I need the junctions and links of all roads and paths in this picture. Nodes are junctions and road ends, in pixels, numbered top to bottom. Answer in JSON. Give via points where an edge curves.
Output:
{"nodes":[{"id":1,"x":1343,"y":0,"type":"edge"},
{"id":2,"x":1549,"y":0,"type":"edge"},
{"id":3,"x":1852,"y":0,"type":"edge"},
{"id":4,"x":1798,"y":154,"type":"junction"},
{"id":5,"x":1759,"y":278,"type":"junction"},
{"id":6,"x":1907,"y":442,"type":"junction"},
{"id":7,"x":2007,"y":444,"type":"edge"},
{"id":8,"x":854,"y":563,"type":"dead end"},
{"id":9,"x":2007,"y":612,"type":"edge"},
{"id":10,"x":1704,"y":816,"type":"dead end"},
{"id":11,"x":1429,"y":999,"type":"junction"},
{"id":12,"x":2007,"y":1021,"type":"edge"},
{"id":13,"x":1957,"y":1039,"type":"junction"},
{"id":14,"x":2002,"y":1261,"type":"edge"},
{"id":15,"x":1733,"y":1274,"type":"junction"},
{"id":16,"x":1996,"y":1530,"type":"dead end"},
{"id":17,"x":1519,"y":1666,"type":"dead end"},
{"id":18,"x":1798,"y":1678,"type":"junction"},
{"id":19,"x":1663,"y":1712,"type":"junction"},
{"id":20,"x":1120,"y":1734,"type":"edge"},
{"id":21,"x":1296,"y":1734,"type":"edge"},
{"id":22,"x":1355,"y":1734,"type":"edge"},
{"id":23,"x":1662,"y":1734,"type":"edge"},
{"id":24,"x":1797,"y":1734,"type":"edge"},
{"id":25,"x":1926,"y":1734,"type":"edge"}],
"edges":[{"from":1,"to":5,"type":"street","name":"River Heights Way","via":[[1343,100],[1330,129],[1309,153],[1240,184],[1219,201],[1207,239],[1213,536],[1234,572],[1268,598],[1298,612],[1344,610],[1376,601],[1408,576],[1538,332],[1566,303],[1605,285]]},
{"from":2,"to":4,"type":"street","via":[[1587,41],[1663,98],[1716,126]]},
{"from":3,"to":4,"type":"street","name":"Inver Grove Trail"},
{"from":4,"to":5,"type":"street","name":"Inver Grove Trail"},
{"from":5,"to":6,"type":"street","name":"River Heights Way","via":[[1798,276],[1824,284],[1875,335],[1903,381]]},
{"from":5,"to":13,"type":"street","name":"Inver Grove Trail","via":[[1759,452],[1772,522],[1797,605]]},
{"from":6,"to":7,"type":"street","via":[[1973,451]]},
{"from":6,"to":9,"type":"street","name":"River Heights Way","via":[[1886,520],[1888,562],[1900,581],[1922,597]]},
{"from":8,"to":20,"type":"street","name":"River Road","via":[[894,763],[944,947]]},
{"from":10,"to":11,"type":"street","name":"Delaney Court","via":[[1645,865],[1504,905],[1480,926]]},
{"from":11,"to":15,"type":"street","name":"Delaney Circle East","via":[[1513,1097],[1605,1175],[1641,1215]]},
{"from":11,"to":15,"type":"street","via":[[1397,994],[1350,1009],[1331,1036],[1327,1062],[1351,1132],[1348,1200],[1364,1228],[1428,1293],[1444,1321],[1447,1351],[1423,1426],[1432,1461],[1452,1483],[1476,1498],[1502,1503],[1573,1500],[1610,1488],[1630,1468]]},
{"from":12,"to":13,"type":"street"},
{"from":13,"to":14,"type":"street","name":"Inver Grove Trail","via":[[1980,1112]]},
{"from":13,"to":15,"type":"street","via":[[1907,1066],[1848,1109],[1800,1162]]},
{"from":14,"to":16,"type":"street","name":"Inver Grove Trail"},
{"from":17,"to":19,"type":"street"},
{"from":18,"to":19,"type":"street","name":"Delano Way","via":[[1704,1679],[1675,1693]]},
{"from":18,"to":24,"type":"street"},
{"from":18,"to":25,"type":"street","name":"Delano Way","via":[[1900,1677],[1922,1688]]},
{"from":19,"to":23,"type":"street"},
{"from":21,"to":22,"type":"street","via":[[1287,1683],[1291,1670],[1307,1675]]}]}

****************************************

• What needs to be done
All lines with the word "dead" must be located in the data and copied.

• Your response
{"id":8,"x":854,"y":563,"type":"dead end"},
{"id":10,"x":1704,"y":816,"type":"dead end"},
{"id":16,"x":1996,"y":1530,"type":"dead end"},
{"id":17,"x":1519,"y":1666,"type":"dead end"},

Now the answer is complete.